## [About this task]
Look for the line containing "ring dip: (680, 65)" and the line containing "ring tip: (968, 1178)" in the entries below. Copy those two and all lines between them exactly, leaving out pictures.

## [Given records]
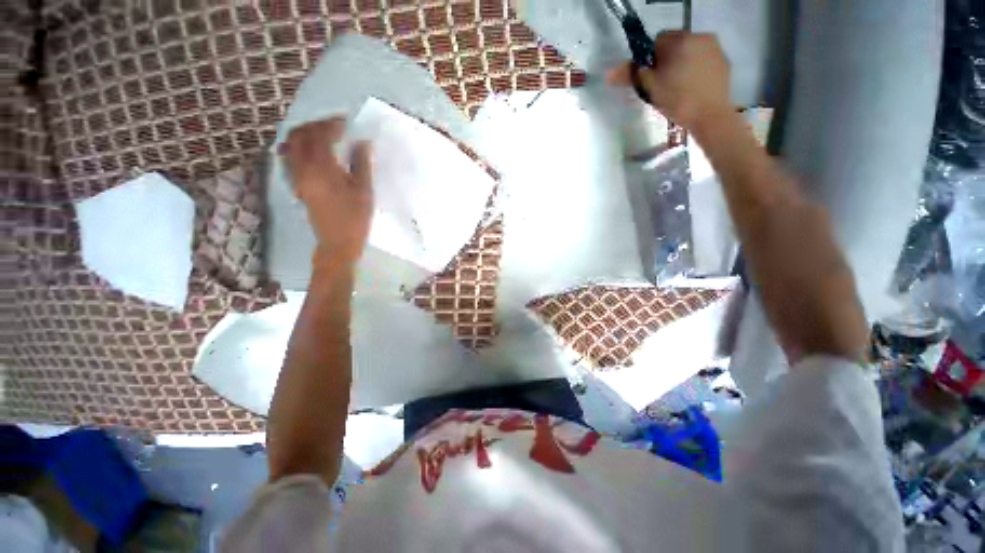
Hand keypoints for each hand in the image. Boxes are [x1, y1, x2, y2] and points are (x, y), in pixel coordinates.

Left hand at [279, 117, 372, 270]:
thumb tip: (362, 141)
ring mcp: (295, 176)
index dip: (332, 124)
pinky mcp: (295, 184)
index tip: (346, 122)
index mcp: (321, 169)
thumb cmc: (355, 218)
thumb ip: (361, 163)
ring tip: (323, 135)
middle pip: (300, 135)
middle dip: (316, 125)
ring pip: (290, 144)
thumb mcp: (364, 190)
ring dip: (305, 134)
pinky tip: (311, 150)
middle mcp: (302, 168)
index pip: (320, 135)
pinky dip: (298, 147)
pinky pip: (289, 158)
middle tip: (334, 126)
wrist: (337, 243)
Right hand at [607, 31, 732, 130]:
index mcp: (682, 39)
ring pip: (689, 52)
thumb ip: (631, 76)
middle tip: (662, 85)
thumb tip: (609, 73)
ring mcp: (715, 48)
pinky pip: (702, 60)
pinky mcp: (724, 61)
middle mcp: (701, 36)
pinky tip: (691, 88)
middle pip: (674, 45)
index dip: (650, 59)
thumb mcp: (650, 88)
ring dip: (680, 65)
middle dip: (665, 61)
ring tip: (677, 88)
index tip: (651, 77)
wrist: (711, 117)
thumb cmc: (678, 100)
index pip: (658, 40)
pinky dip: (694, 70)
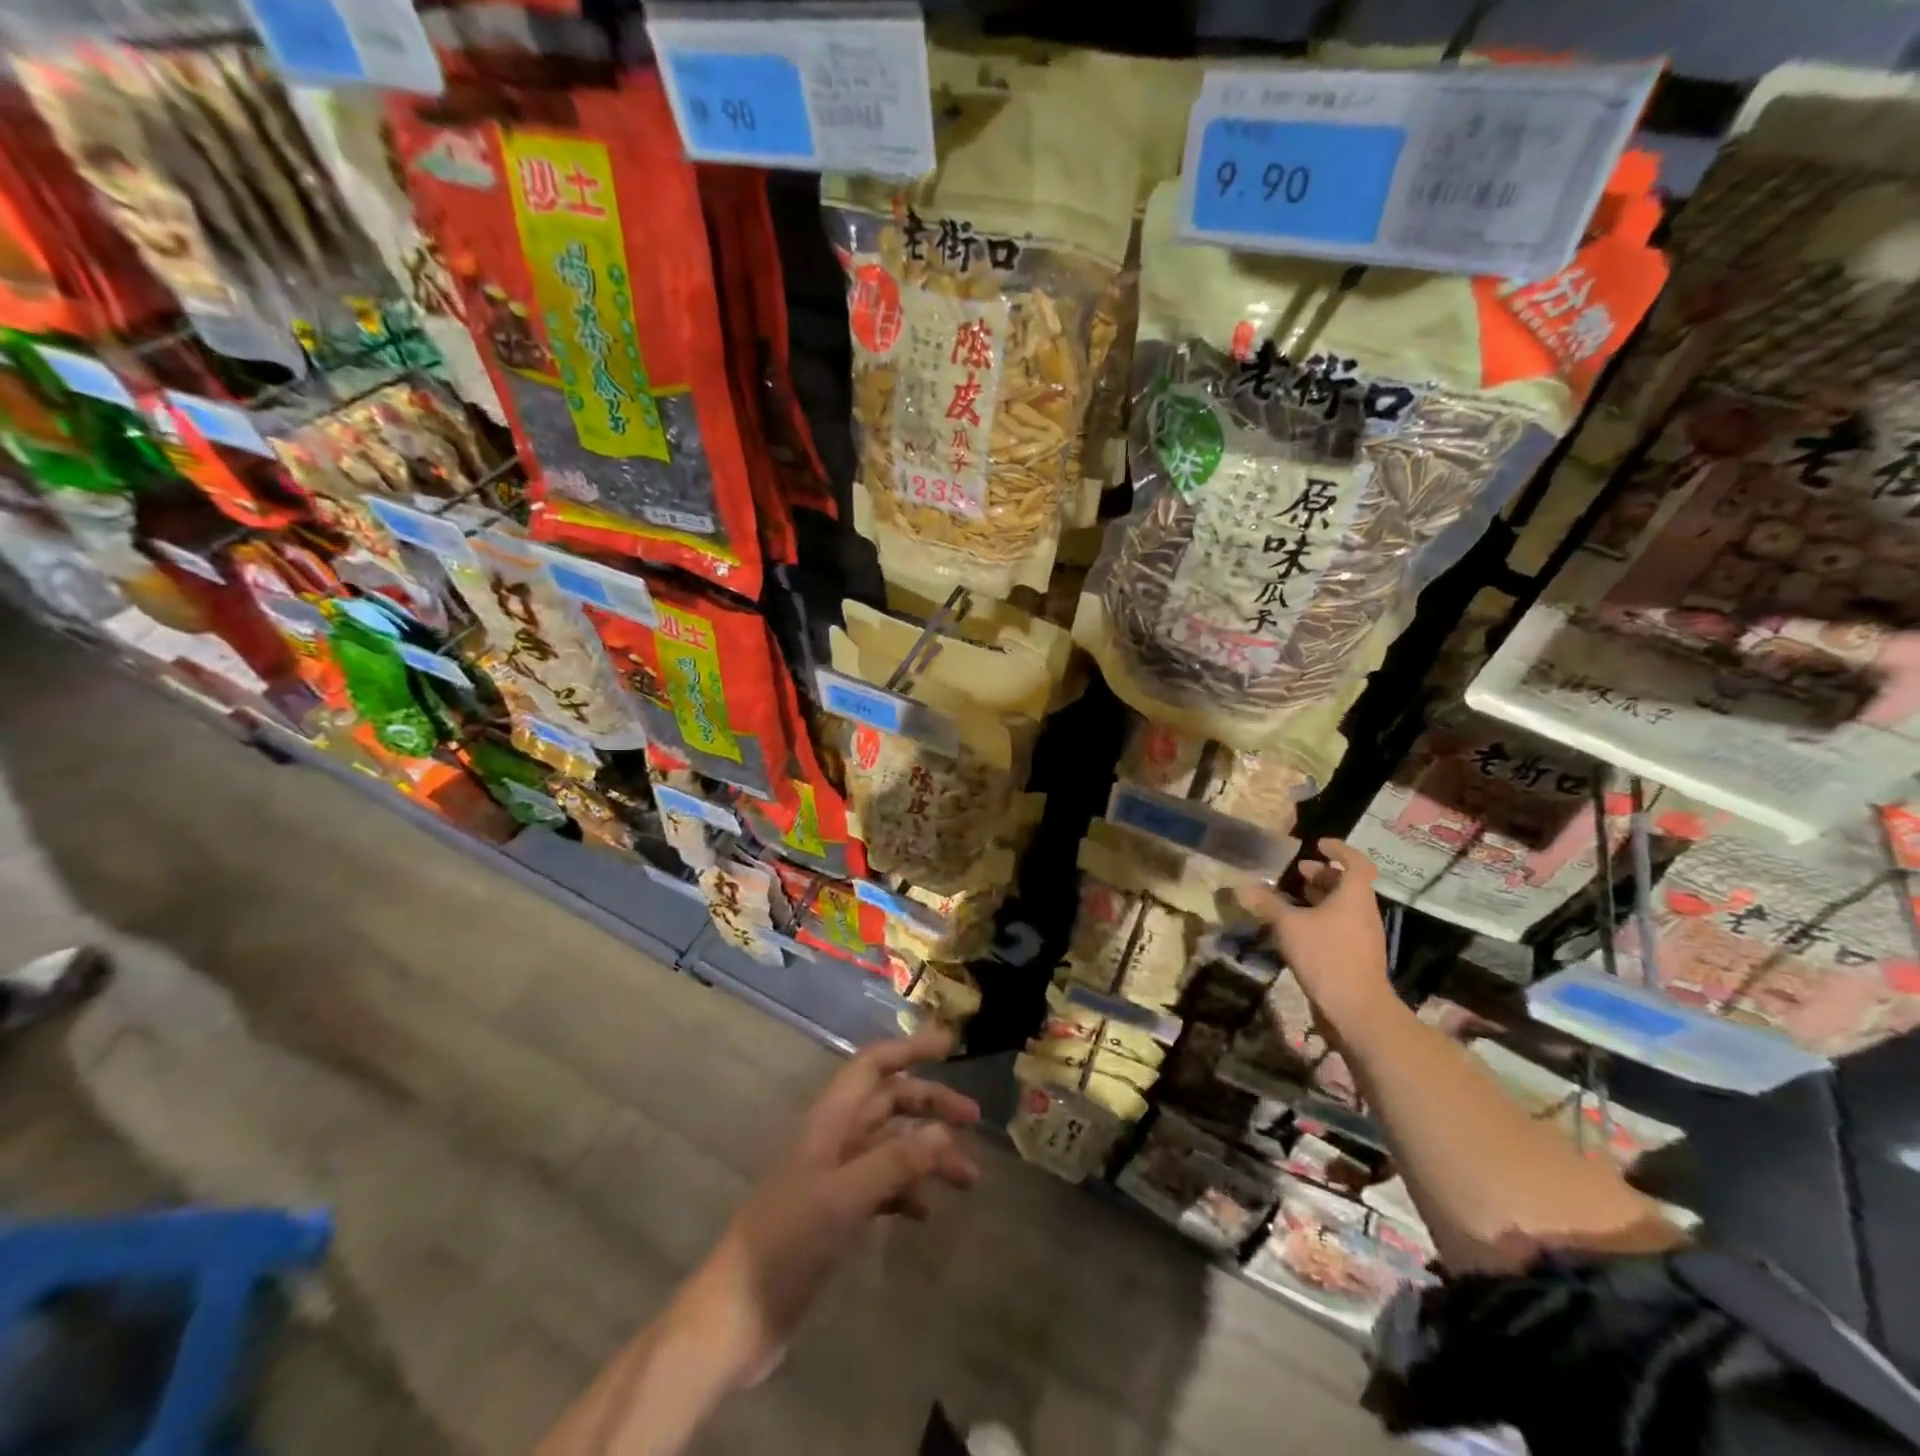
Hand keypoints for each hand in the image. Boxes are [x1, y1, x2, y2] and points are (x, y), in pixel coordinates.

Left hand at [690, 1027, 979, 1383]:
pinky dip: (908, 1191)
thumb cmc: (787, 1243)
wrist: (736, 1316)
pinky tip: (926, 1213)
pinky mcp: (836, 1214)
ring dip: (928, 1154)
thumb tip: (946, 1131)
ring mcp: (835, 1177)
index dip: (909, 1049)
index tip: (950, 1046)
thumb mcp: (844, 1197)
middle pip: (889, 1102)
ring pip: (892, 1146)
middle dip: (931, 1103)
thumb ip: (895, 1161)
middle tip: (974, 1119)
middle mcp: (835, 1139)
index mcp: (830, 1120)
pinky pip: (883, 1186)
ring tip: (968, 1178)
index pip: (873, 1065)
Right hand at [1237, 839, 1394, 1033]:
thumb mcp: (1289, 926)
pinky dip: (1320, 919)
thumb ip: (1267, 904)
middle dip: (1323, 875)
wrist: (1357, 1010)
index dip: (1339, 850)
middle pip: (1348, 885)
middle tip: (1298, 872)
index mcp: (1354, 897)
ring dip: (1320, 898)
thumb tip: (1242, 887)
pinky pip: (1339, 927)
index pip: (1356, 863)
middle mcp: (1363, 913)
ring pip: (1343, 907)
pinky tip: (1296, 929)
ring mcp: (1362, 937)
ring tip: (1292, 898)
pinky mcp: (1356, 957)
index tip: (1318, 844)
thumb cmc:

## [Result of this task]
ring dip: (680, 65)
middle dip: (665, 61)
ring tip: (677, 88)
index tip: (651, 77)
wrist: (711, 117)
thumb cmc: (678, 100)
index pip: (658, 40)
pinky dip: (694, 70)
Hand keypoints for each hand in the image. Boxes are [x1, y1, x2, y2] and points are (x, y), in pixel coordinates.

Left hand at [690, 1027, 979, 1383]:
pinky dip: (908, 1191)
thumb cmc: (787, 1243)
wrist: (736, 1316)
pinky tip: (926, 1213)
pinky mcp: (836, 1214)
ring dip: (928, 1154)
thumb tip: (946, 1131)
ring mcp: (835, 1177)
index dip: (909, 1049)
index tip: (950, 1046)
thumb mcp: (844, 1197)
middle pip: (889, 1102)
ring pip: (892, 1146)
middle dip: (931, 1103)
thumb ip: (895, 1161)
middle tip: (974, 1119)
middle mcp: (835, 1139)
index mcp: (830, 1120)
pinky pip: (883, 1186)
ring tip: (968, 1178)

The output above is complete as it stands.